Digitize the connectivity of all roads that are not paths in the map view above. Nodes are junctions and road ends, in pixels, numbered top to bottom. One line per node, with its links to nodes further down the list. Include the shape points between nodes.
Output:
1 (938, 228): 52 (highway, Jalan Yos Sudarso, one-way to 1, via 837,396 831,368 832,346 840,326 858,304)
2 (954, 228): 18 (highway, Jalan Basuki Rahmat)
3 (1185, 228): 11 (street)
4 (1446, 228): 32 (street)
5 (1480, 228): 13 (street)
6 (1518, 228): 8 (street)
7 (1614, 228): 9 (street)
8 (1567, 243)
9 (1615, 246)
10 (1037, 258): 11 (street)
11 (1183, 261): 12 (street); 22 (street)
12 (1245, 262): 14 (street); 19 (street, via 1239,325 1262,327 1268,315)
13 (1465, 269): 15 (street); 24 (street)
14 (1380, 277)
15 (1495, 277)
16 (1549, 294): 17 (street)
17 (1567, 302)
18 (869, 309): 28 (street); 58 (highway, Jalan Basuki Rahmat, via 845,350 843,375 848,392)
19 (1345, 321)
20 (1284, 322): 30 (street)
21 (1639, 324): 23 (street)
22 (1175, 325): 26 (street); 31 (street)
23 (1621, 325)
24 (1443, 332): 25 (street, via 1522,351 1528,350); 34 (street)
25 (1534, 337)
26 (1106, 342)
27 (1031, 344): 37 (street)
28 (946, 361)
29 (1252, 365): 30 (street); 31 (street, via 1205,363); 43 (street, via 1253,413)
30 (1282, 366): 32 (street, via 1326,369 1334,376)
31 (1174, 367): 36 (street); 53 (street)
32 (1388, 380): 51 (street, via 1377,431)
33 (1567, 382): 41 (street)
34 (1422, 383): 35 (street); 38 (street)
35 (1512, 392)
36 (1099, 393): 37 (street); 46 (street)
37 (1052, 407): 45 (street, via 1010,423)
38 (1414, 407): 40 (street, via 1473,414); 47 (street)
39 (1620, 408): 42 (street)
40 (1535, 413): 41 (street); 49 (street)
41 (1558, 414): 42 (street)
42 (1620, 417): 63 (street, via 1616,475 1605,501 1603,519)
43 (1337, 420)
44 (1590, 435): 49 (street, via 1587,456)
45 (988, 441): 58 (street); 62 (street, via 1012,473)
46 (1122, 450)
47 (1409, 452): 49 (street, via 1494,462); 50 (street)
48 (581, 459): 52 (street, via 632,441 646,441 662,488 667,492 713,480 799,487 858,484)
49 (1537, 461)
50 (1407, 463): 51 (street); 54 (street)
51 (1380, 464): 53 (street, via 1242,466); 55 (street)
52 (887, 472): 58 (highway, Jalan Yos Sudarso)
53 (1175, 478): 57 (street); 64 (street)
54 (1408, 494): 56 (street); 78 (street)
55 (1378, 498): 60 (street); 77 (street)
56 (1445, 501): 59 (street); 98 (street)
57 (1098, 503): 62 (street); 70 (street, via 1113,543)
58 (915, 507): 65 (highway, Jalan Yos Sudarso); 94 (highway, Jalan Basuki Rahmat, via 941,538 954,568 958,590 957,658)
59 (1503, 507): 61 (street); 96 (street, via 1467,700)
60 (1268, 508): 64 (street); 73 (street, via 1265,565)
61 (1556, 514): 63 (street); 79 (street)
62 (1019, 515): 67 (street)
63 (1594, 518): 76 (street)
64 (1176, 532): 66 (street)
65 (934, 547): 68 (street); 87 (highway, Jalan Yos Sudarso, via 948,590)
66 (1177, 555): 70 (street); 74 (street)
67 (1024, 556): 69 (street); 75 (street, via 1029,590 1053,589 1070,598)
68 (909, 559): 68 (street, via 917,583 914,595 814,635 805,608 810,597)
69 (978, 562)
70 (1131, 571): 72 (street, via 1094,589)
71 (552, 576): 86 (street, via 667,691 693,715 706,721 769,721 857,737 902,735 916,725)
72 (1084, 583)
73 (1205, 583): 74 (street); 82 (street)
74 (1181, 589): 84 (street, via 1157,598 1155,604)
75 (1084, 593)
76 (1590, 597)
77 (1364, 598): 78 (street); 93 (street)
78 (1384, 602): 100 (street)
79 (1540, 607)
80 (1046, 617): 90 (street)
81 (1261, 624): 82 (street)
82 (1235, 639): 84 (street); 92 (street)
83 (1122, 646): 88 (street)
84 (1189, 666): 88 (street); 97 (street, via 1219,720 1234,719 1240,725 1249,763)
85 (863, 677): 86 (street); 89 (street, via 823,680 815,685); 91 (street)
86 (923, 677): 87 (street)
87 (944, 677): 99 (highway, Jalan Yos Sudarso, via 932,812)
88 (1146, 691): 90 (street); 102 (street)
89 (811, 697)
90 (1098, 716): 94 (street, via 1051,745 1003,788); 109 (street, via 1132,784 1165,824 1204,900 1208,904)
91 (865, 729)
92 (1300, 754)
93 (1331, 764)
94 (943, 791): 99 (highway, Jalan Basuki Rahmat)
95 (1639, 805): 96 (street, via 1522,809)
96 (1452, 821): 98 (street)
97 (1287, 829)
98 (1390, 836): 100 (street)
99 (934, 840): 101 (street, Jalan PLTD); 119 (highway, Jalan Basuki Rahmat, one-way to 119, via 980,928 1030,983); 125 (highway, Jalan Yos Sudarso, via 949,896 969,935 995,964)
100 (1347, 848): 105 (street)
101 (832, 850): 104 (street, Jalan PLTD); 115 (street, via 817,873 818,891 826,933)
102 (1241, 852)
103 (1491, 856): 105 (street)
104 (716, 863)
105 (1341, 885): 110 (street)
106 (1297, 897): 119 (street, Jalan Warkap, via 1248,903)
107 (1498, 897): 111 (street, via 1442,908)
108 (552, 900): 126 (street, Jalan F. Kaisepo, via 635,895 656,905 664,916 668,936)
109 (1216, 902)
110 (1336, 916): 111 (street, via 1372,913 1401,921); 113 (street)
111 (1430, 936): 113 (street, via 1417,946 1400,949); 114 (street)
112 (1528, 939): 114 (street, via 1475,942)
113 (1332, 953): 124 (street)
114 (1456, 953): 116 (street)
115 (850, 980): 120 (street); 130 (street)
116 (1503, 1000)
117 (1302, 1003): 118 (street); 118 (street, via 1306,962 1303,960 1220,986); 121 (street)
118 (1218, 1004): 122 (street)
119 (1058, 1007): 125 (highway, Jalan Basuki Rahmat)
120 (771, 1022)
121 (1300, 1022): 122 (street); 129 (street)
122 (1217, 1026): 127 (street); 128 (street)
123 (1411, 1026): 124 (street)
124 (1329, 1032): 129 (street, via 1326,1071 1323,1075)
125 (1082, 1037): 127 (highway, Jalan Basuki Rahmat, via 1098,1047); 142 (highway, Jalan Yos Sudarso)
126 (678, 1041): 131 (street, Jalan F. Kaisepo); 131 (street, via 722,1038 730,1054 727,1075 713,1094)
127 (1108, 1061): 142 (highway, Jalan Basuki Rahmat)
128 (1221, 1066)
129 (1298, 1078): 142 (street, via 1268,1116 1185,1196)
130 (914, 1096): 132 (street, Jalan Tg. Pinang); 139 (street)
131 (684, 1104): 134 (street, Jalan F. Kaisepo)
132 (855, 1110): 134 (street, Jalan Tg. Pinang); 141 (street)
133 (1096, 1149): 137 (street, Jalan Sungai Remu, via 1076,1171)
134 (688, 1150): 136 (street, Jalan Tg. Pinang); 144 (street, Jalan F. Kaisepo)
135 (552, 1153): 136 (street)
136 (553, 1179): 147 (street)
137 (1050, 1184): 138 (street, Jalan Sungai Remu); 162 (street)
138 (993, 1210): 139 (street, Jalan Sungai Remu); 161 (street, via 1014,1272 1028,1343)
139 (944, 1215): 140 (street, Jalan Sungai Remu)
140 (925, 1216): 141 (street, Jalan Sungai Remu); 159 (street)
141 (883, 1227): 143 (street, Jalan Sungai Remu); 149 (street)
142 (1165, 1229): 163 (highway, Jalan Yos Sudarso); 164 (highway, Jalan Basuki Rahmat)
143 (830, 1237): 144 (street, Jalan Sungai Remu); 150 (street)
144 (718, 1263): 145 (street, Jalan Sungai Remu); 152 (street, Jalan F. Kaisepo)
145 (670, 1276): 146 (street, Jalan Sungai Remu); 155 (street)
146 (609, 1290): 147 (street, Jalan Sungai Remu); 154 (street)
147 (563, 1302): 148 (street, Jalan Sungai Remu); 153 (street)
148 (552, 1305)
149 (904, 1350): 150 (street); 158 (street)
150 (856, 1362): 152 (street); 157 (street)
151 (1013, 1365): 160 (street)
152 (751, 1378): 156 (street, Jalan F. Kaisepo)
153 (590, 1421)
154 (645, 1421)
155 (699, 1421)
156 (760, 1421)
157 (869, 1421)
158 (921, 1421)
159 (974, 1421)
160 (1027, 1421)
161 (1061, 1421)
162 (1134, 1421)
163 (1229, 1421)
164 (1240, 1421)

- - -

§ **Exercise requirements**: Look through the listing above and copy each line where the string "Basuki" occurs.

§ **Final answer**:
2 (954, 228): 18 (highway, Jalan Basuki Rahmat)
18 (869, 309): 28 (street); 58 (highway, Jalan Basuki Rahmat, via 845,350 843,375 848,392)
58 (915, 507): 65 (highway, Jalan Yos Sudarso); 94 (highway, Jalan Basuki Rahmat, via 941,538 954,568 958,590 957,658)
94 (943, 791): 99 (highway, Jalan Basuki Rahmat)
99 (934, 840): 101 (street, Jalan PLTD); 119 (highway, Jalan Basuki Rahmat, one-way to 119, via 980,928 1030,983); 125 (highway, Jalan Yos Sudarso, via 949,896 969,935 995,964)
119 (1058, 1007): 125 (highway, Jalan Basuki Rahmat)
125 (1082, 1037): 127 (highway, Jalan Basuki Rahmat, via 1098,1047); 142 (highway, Jalan Yos Sudarso)
127 (1108, 1061): 142 (highway, Jalan Basuki Rahmat)
142 (1165, 1229): 163 (highway, Jalan Yos Sudarso); 164 (highway, Jalan Basuki Rahmat)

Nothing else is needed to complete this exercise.